# TASK
Please transcribe the lines below exactly, and leave every image behind.

=== DATA FOR REVIEW ===

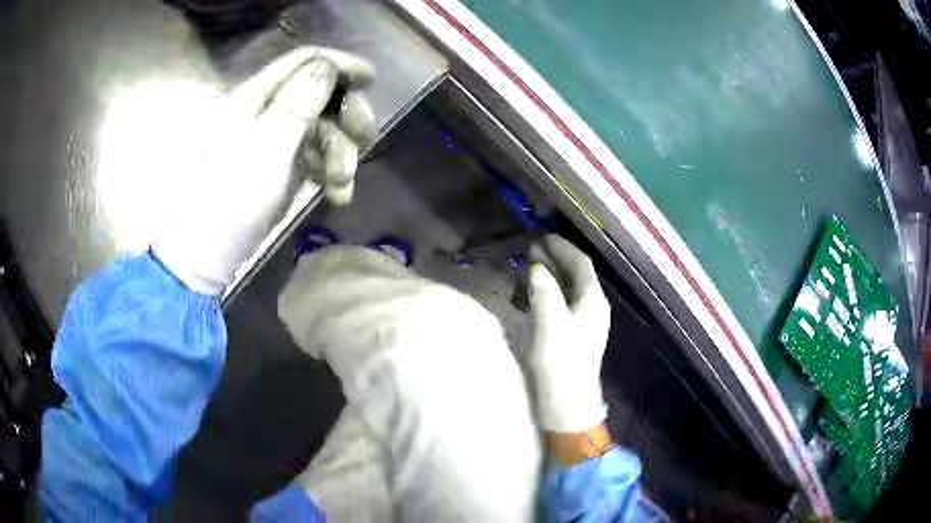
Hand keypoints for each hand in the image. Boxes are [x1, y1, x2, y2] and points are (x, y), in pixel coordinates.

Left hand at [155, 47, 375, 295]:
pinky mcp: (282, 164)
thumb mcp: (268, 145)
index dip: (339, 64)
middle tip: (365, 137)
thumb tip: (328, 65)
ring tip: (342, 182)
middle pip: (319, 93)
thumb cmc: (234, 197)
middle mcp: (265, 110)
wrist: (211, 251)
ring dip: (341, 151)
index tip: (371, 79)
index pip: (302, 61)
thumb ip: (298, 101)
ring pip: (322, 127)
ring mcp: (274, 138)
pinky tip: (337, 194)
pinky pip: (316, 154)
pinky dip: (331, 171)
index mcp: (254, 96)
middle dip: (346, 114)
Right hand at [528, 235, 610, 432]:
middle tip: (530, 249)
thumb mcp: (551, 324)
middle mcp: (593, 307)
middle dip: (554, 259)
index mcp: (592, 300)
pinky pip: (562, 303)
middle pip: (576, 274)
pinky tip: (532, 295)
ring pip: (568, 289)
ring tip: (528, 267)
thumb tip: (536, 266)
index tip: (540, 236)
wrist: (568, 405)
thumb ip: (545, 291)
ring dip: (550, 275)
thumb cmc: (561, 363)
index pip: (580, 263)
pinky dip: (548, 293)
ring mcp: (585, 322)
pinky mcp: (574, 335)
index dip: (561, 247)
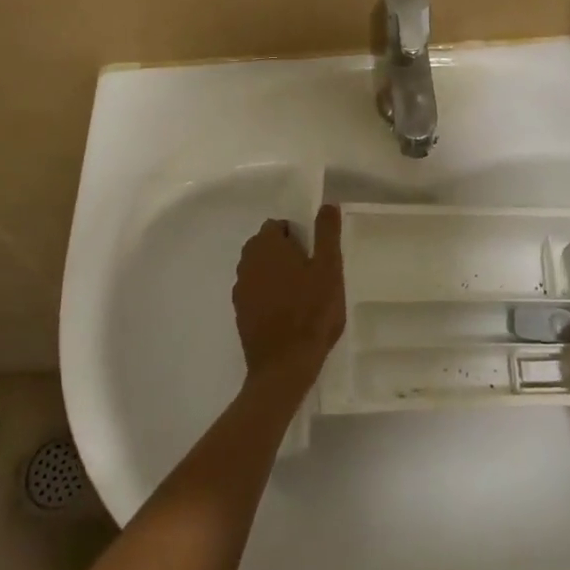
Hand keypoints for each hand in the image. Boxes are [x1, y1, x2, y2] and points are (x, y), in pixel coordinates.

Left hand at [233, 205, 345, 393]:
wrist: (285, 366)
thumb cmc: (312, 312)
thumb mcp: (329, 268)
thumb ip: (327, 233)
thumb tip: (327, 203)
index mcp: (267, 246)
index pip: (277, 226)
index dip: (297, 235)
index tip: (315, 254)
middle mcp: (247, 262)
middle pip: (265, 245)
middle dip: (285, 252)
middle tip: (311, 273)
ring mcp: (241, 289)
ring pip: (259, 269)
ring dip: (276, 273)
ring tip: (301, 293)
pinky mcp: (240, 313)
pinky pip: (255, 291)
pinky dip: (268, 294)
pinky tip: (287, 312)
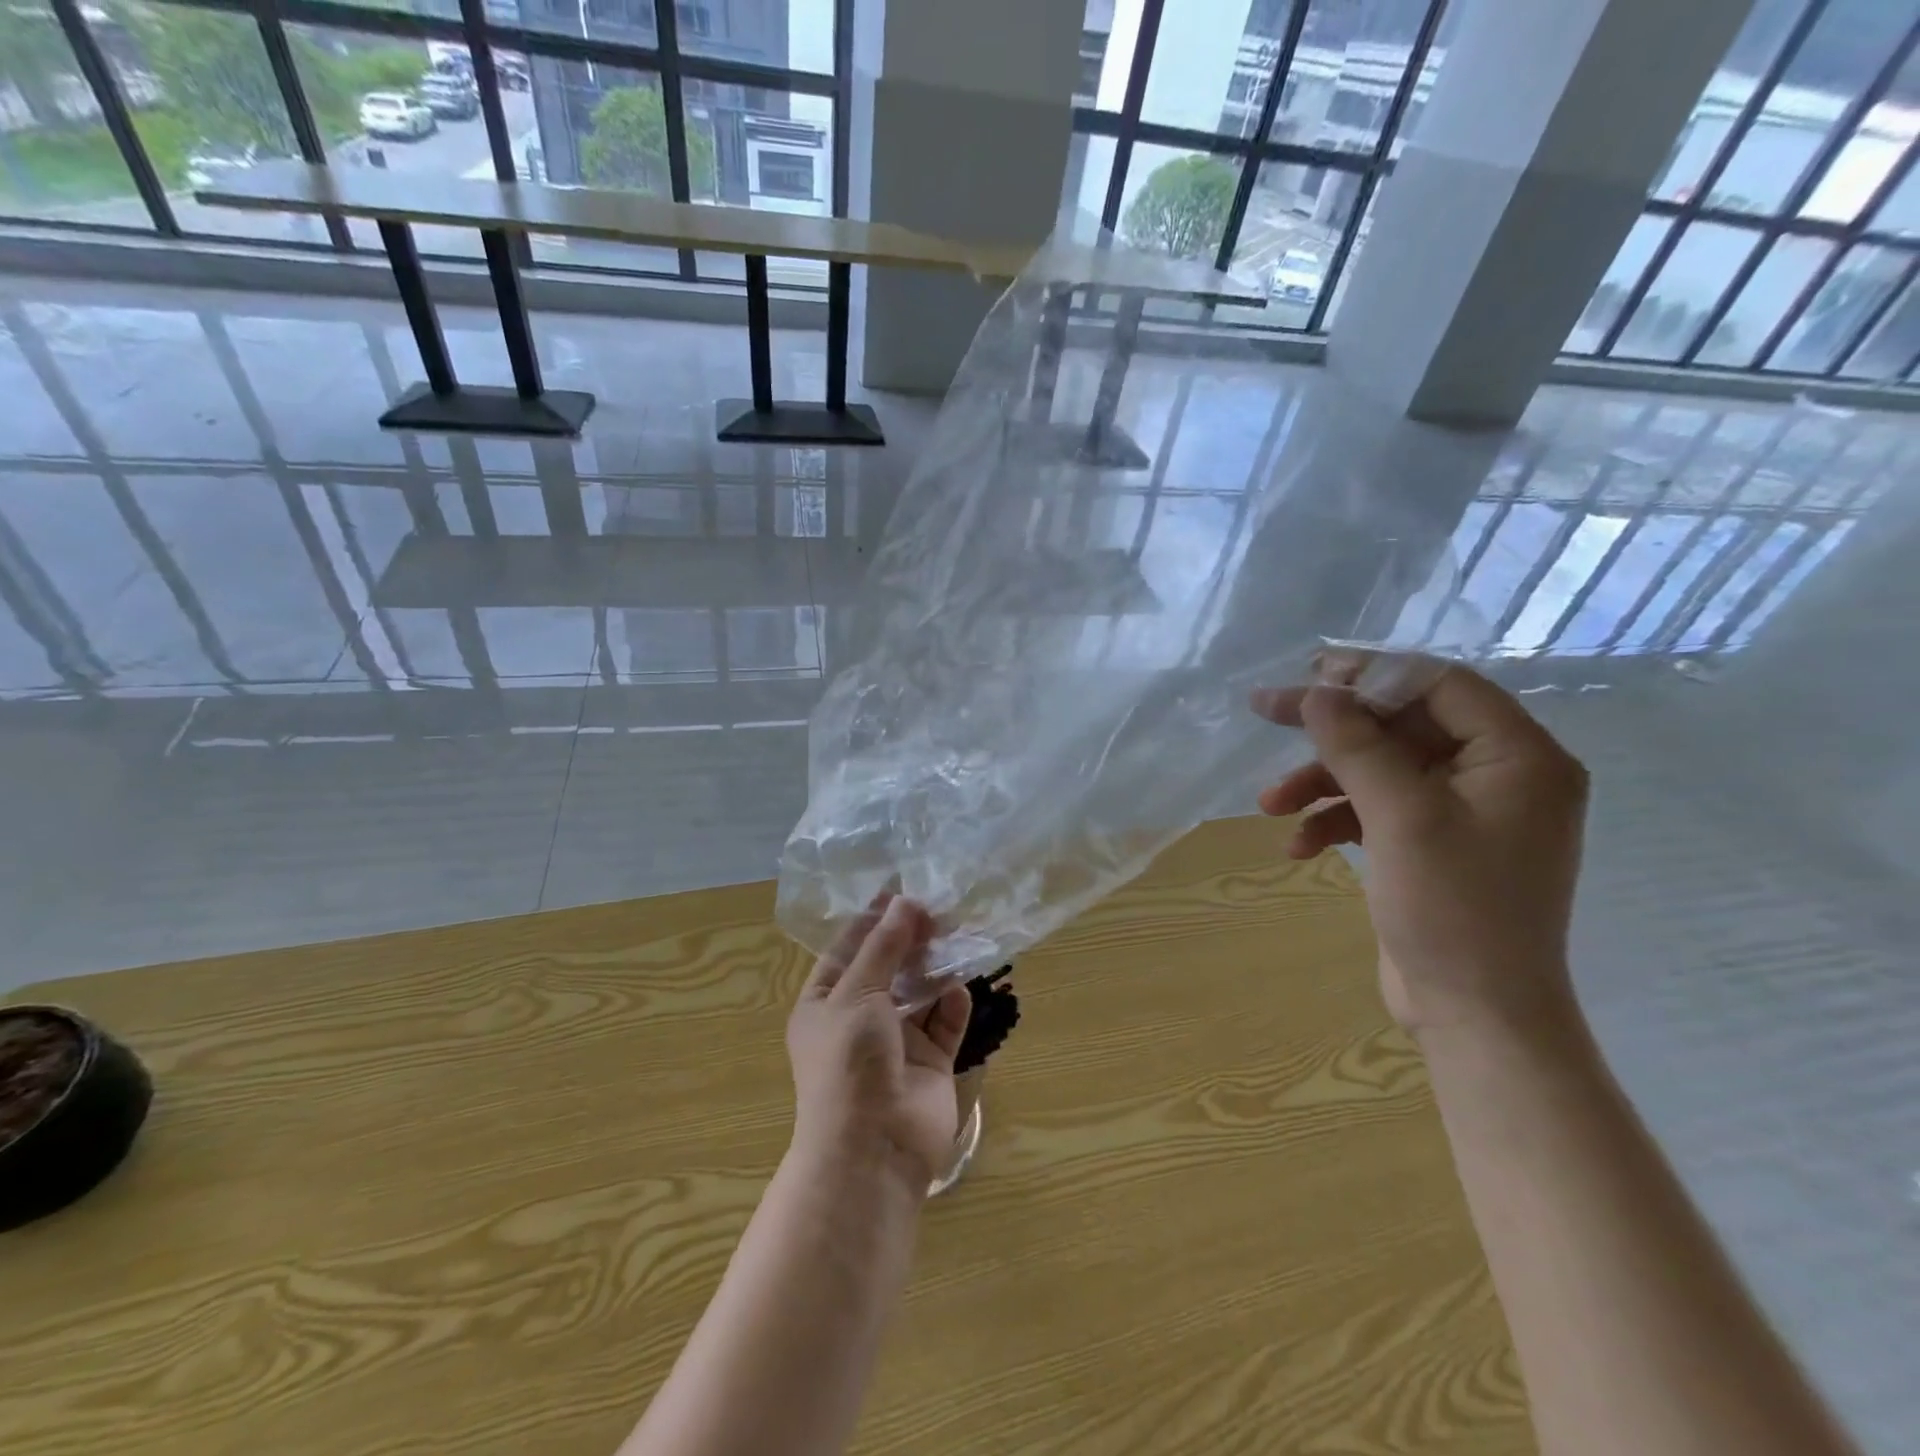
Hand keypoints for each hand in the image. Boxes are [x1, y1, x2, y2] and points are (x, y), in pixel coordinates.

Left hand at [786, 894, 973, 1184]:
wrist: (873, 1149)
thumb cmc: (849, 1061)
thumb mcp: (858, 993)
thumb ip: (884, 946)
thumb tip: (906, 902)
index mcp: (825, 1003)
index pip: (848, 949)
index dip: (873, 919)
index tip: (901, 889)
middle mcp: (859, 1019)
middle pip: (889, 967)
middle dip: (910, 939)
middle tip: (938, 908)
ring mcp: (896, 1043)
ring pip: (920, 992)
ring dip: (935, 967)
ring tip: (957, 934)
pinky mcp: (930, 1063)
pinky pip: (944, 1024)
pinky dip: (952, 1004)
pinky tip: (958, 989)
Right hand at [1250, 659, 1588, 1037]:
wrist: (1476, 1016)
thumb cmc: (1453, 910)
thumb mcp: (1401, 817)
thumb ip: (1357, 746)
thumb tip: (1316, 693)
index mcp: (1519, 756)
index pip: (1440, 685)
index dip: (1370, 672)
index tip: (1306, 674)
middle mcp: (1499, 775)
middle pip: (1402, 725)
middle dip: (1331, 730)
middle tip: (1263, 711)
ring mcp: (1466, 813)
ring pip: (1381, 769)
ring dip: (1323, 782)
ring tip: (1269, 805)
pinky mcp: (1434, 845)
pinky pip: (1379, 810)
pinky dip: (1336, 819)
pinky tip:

===

# YOUR RESPONSE
Hand keypoints for each hand in the image. Boxes are [x1, y1, x2, y2] and points are (x, y), in pixel coordinates.

Left hand at [155, 47, 375, 295]:
pinky mcp: (282, 164)
thumb mcp: (268, 145)
index dip: (339, 64)
middle tip: (365, 137)
thumb tip: (328, 65)
ring tip: (342, 182)
middle pip: (319, 93)
thumb cmc: (234, 197)
middle mcp: (265, 110)
wrist: (211, 251)
ring dip: (341, 151)
index tip: (371, 79)
index pip: (302, 61)
thumb ip: (298, 101)
ring pip: (322, 127)
ring mcp: (274, 138)
pinky tip: (337, 194)
pinky pip: (316, 154)
pinky dip: (331, 171)
index mcp: (254, 96)
middle dip: (346, 114)
Right hand at [528, 235, 610, 432]:
middle tip: (530, 249)
thumb mcp: (551, 324)
middle mcp: (593, 307)
middle dip: (554, 259)
index mcp: (592, 300)
pinky pip: (562, 303)
middle pip: (576, 274)
pinky tip: (532, 295)
ring pip: (568, 289)
ring tip: (528, 267)
thumb tip: (536, 266)
index tip: (540, 236)
wrist: (568, 405)
thumb ip: (545, 291)
ring dip: (550, 275)
thumb cmc: (561, 363)
index pip: (580, 263)
pinky dip: (548, 293)
ring mcp: (585, 322)
pinky mcp: (574, 335)
index dip: (561, 247)
Hand keypoints for each hand in the image. Boxes are [x1, y1, x2, y2] and points are (x, y), in pixel coordinates.

Left hand at [233, 205, 345, 393]:
wrist: (285, 366)
thumb cmc: (312, 312)
thumb mcp: (329, 268)
thumb ip: (327, 233)
thumb tip: (327, 203)
index mcp: (267, 246)
index pip: (277, 226)
index dip: (297, 235)
index tip: (315, 254)
middle mcp: (247, 262)
middle pip: (265, 245)
middle dip: (285, 252)
middle tip: (311, 273)
ring mcp: (241, 289)
ring pip: (259, 269)
ring dip: (276, 273)
ring tip: (301, 293)
pinky mcp: (240, 313)
pinky pip: (255, 291)
pinky dip: (268, 294)
pinky tip: (287, 312)
Hand keypoints for each hand in the image. Boxes are [x1, y1, x2, y2] and points are (x, y), in pixel coordinates.

Left hand at [786, 894, 973, 1184]:
wrist: (873, 1149)
thumb cmc: (849, 1061)
thumb mcp: (858, 993)
thumb ip: (884, 946)
thumb tip: (906, 902)
index mcp: (825, 1003)
index pip: (848, 949)
index dip: (873, 919)
index tip: (901, 889)
middle mcp: (859, 1019)
middle pip: (889, 967)
middle dip: (910, 939)
middle tip: (938, 908)
ring mcp: (896, 1043)
ring pip: (920, 992)
ring dip: (935, 967)
ring tip: (957, 934)
pinky mcp: (930, 1063)
pinky pip: (944, 1024)
pinky dip: (952, 1004)
pinky tip: (958, 989)
Right hand at [1250, 659, 1588, 1037]:
wrist: (1476, 1016)
thumb cmc: (1453, 910)
thumb mcp: (1401, 817)
thumb ip: (1357, 746)
thumb tip: (1316, 693)
index mcp: (1519, 756)
index pip: (1440, 685)
index dip: (1370, 672)
index tip: (1306, 674)
middle mcp: (1499, 775)
middle pip: (1402, 725)
middle dip: (1331, 730)
middle tip: (1263, 711)
ring mcp: (1466, 813)
ring pip: (1381, 769)
ring dip: (1323, 782)
ring tip: (1269, 805)
pinky mcp: (1434, 845)
pinky pip: (1379, 810)
pinky dip: (1336, 819)
pinky tip:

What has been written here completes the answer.